“Dial-a-poem” by John Giorno, the number to – Liberation

by time news

Fifty years after its creation by the American artist who died in 2019, the telephone line that whispers poems in our ears has been reactivated by French authors. A discreet and life-saving device at a time of noisy virality.

Addictive. No sooner have we hung up on us than we want more. Like those hundreds of thousands of Americans who were passionate about poet John Giorno’s cult play at the time, have we become addicted to the hotline that whispers the sweet refrain of the contemporary in our ears? Replayed on the sly and in VF fifty years after its creation in 1968, Dial-a-Poem hands out the microphone to around thirty French artists, poets and authors, young and old.

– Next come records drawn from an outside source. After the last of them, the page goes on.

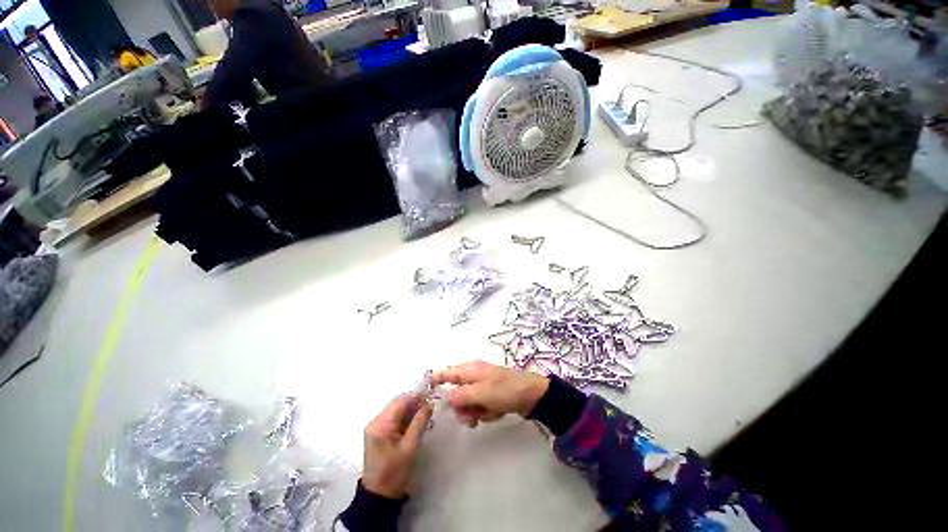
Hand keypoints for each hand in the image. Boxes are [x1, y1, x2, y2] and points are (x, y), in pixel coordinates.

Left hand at [362, 394, 432, 498]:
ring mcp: (377, 427)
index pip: (400, 401)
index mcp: (380, 424)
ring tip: (426, 416)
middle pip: (398, 403)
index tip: (431, 397)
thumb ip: (420, 422)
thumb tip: (430, 403)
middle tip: (430, 408)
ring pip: (398, 410)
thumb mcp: (410, 447)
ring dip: (412, 411)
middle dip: (415, 403)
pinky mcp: (380, 433)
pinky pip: (395, 418)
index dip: (416, 396)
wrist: (379, 496)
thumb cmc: (394, 473)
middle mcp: (376, 421)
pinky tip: (417, 423)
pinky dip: (407, 418)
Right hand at [432, 361, 548, 427]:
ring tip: (488, 413)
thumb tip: (449, 399)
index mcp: (469, 370)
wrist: (532, 395)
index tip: (425, 389)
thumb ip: (460, 396)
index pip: (446, 372)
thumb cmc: (504, 390)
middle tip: (471, 416)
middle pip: (456, 394)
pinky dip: (486, 412)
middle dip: (462, 407)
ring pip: (468, 403)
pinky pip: (480, 407)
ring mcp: (483, 387)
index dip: (435, 379)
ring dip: (475, 412)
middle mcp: (474, 377)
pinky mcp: (492, 396)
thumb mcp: (480, 392)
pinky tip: (496, 412)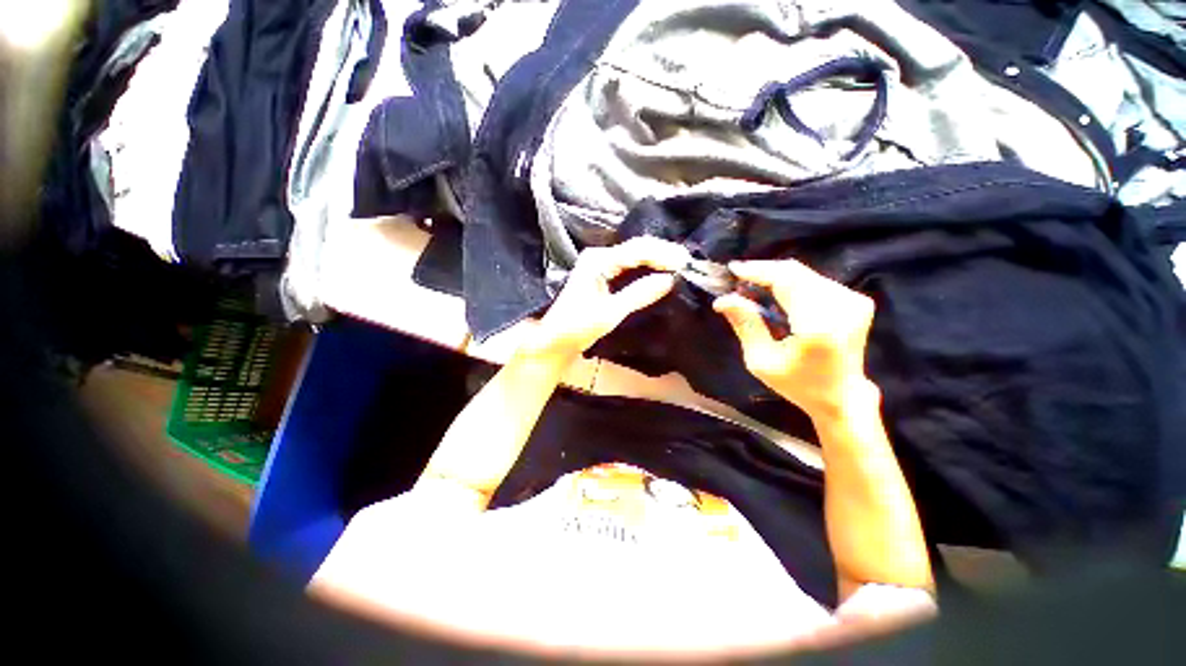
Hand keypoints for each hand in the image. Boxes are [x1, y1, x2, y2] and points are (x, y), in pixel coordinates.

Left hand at [523, 237, 690, 363]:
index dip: (662, 254)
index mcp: (598, 261)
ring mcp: (600, 265)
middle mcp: (599, 257)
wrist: (555, 340)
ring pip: (634, 255)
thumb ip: (639, 294)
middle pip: (636, 248)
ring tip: (679, 264)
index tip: (684, 262)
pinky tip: (659, 271)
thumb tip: (670, 280)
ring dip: (656, 258)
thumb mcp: (610, 313)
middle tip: (687, 261)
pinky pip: (629, 266)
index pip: (636, 250)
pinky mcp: (602, 275)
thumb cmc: (578, 327)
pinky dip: (646, 268)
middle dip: (662, 253)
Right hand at [713, 260, 877, 419]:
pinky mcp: (857, 300)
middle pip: (796, 273)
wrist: (842, 396)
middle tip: (738, 279)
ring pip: (804, 274)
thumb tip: (723, 299)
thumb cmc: (798, 384)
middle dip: (764, 271)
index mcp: (818, 325)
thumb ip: (745, 325)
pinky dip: (791, 283)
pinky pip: (815, 280)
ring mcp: (854, 301)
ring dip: (776, 277)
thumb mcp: (761, 361)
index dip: (758, 271)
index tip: (733, 269)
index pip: (786, 281)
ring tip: (752, 287)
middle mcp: (842, 306)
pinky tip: (775, 293)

Try it out, dial 09 87 67 54 92 and you will receive a “100 bullet poem” by Sabrina Soyer right in the face; the endless quatrains of Clément Rodzielski; the International chopped fine by Jean-Jacques Lebel or a “basta poem” by the young Mia Brion who, with Tarek Lakhrissi, Claire Finch, Elodie Petit or Josèfa Ntjam, also in the panel of guests, is part of a young scene from the admiring performance poetry of John Giorno, hero of the American counter-culture and inventor of the “sound poems”, which many discovered during the exhibition that his spouse, the Swiss artist Ugo Rondinone, dedicated to him at the Palais de Tokyo in 2015 .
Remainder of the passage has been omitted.